I have been making beef jerky for about 2 years now, I have finally perfected my skills enough that I make a quality jerky every time I go out. The problem more and more of my friends want some but I can't keep it nice and fresh until I see some of them. I was wondering does anyone know a good vacuum sealer that works well for preserving jerky?


----------



## meateater (Jul 9, 2011)

Any sealer will work, just depends on how much you use it and how much you want to spend. I have a cheapo one myself but it fits my needs.


----------



## fancy hands (Jul 9, 2011)

Okay so a $25-30 dollar one will do the trick, alright thanks.


----------



## SmokinAl (Jul 9, 2011)

If your using it a lot you may want to get something better. If you can afford it you may want to look at foodsavers.


----------



## desertlites (Jul 9, 2011)

$25-30? Remember U get what u pay for.think more $75-100 for a so so 1.


----------



## david sinanan (May 20, 2015)

I've done dehydrator jerky for quite a few years. (Forgive me, I had a dehydrator before a smoker, I've only had a smoker for 8 months now!)

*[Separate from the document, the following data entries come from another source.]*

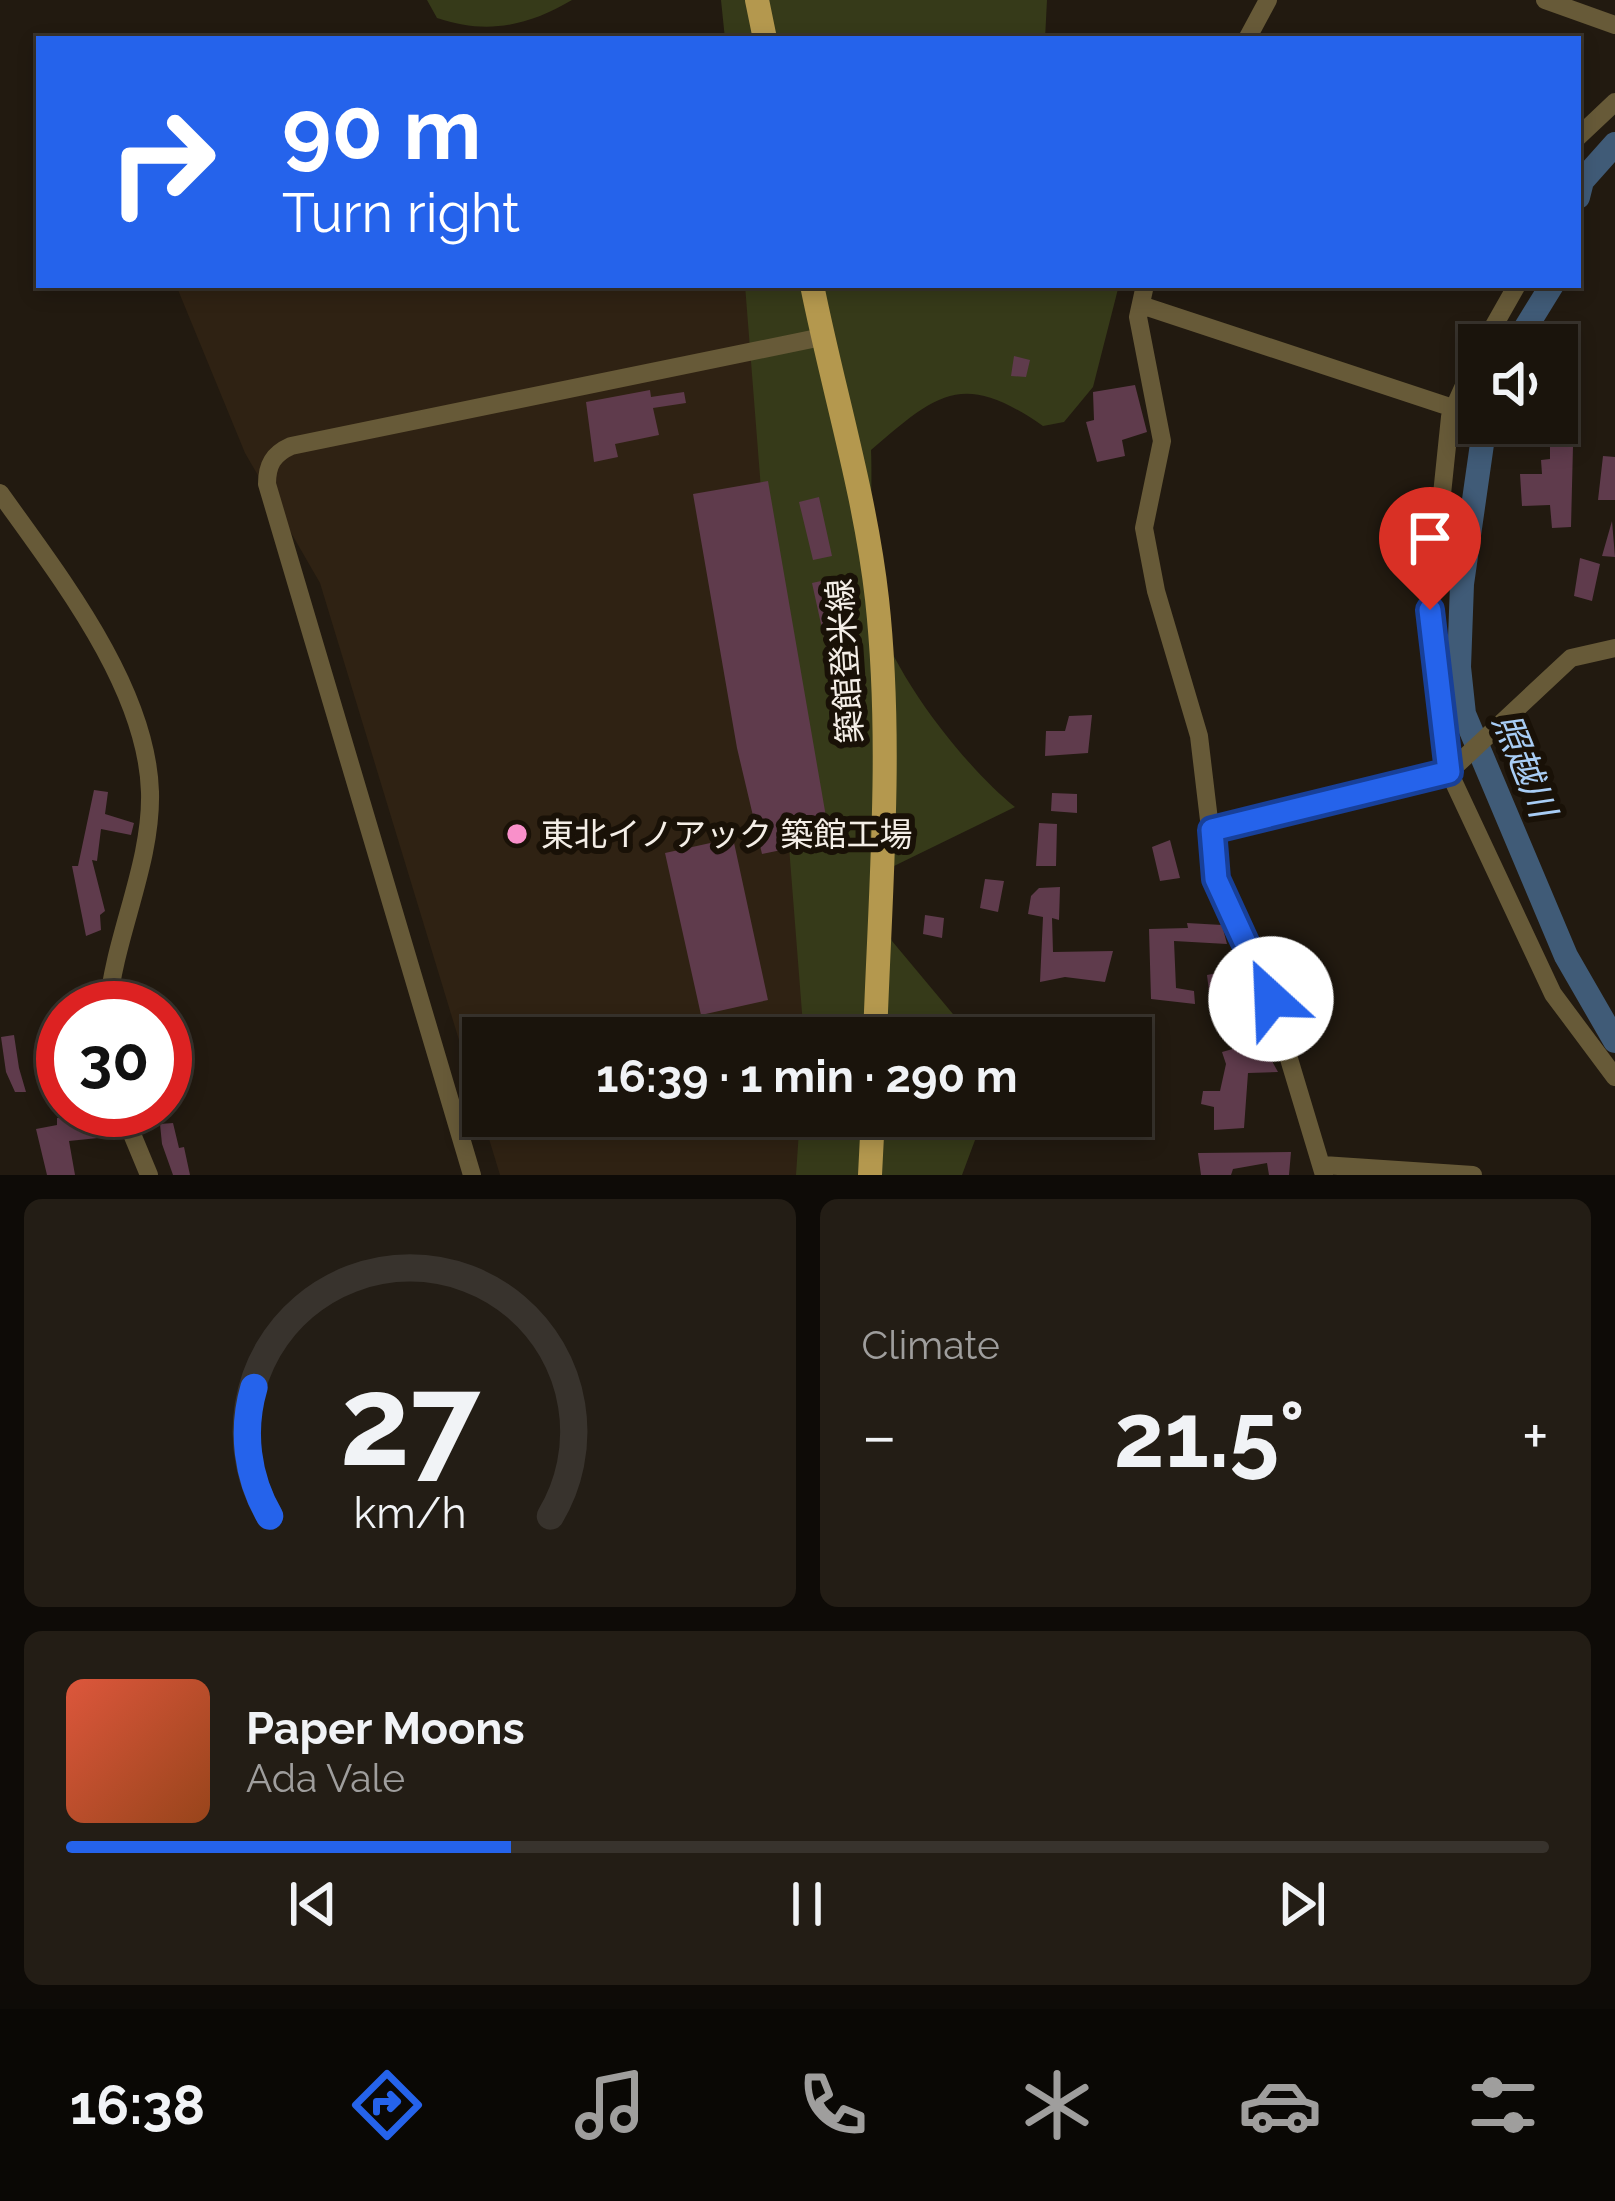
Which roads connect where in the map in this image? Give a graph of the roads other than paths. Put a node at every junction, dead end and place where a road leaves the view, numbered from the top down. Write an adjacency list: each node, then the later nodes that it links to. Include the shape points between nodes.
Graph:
1 (757, 0): 5 (main road)
2 (1268, 0): 6 (street)
3 (1545, 0): 4 (street)
4 (1615, 25)
5 (764, 36)
6 (1249, 36)
7 (1615, 102): 8 (street)
8 (1581, 134)
9 (813, 288): 13 (main road, 築館登米線)
10 (1515, 288): 12 (street)
11 (1143, 295): 15 (street); 19 (street, via 1138,317 1162,441 1144,528 1199,736)
12 (1495, 324)
13 (822, 337): 21 (main road, 築館登米線, via 859,482 884,683); 27 (street, via 291,446 267,470)
14 (1458, 397): 15 (street)
15 (1453, 408): 18 (street, via 1430,610)
16 (0, 493): 20 (street, via 73,595 136,718 145,755 147,816)
17 (1615, 649): 18 (street, via 1571,658)
18 (1457, 766): 19 (street); 22 (street, via 1552,994)
19 (1212, 830): 25 (street, via 1216,879 1271,999)
20 (113, 981)
21 (876, 1017)
22 (1615, 1077)
23 (133, 1137): 26 (street)
24 (872, 1137): 28 (main road)
25 (1323, 1170): 29 (street)
26 (149, 1175)
27 (472, 1175)
28 (871, 1175)
29 (1473, 1175)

One thing I've found in my experience (I use a Seal-a-Meal sealer) is that with the steak cut jerky (as oppose to ground meat jerky) sometimes, you get sharper edges on the meat. I've the sliced meat jerky puncture my sealer bags before. So just a heads up on that point, you can either trim the sharp points off (and eat them) or when you're cutting your jerky you can make sure that there's good squared off edges.

I think it's just easier to cut off the sharp points myself.

This is not an issue with ground meat jerky, I don't know if I'd try ground meat jerky on a smoker...is that a thing?


----------